In Deutschland lernte Tado Karlovic schnell, dass man einen festen Beruf braucht. Nach einer Umschulung machte er 2003 sein Examen als Physiotherpeut. "Als Jugendlicher war mein Traum eigentlich Sportlehrer und Trainer zu werden, um all das an die Kinder zurück zu geben, was ich selbst beigebracht bekommen habe. Wenigstens ist ein Wunsch in Erfüllung gegangen", freut er sich.


Mehr Deutscher

"Mit jedem Jahr in Deutschland werde ich mehr Deutscher und weniger Kroate", muss der Coach schon wieder lachen. Beide Länder haben aus seiner Sicht viel Gutes und einiges Schlechtes. "Ich kann mich aber mit vielen guten Sachen in Deutschland mehr identifizieren." Viele seiner Freunde von früher und seine Geschwister leben in Kroatien, mit ihnen hat er regelmäßig Kontakt, besucht sie ein oder zwei Mal im Jahr.

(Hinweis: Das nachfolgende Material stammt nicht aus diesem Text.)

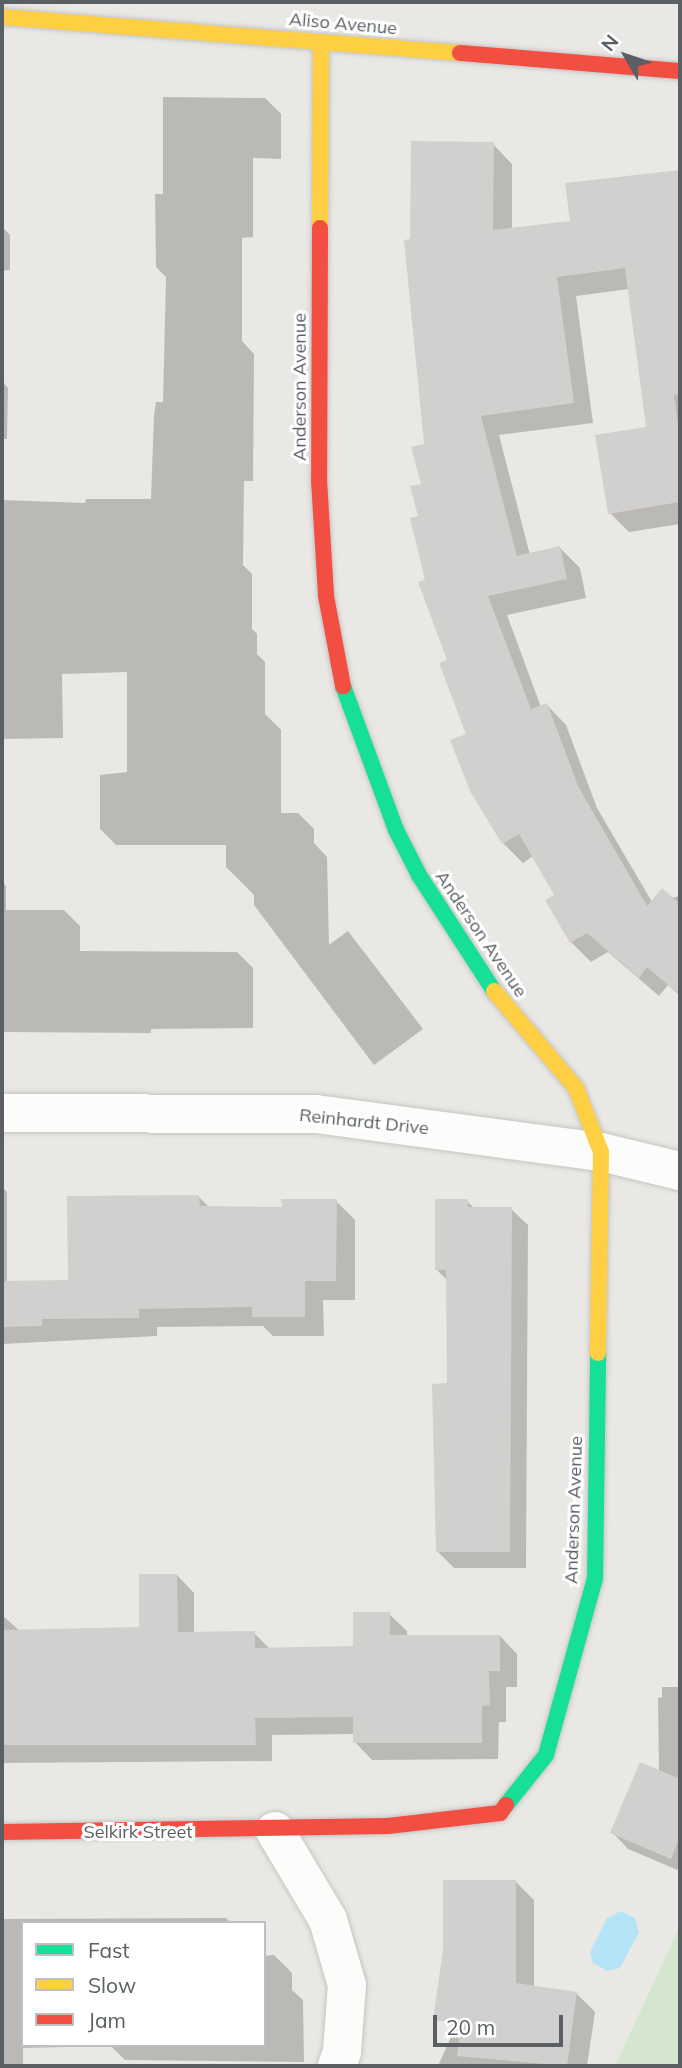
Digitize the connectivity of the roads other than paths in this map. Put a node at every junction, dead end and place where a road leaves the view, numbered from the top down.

Ein besonderes Ziel vergisst Tado Karlovic nicht. "Ich fahre hin und wieder (manchmal auch mit meinen Kindern) auf der A3 an der Rastätte Würzburg Nord raus, steige aus dem Auto, gehe zu der Mauer, werfe einen Blick auf die Stadt und versuche mich an die Momente aus dem Jahr 93 genau zu erinnern."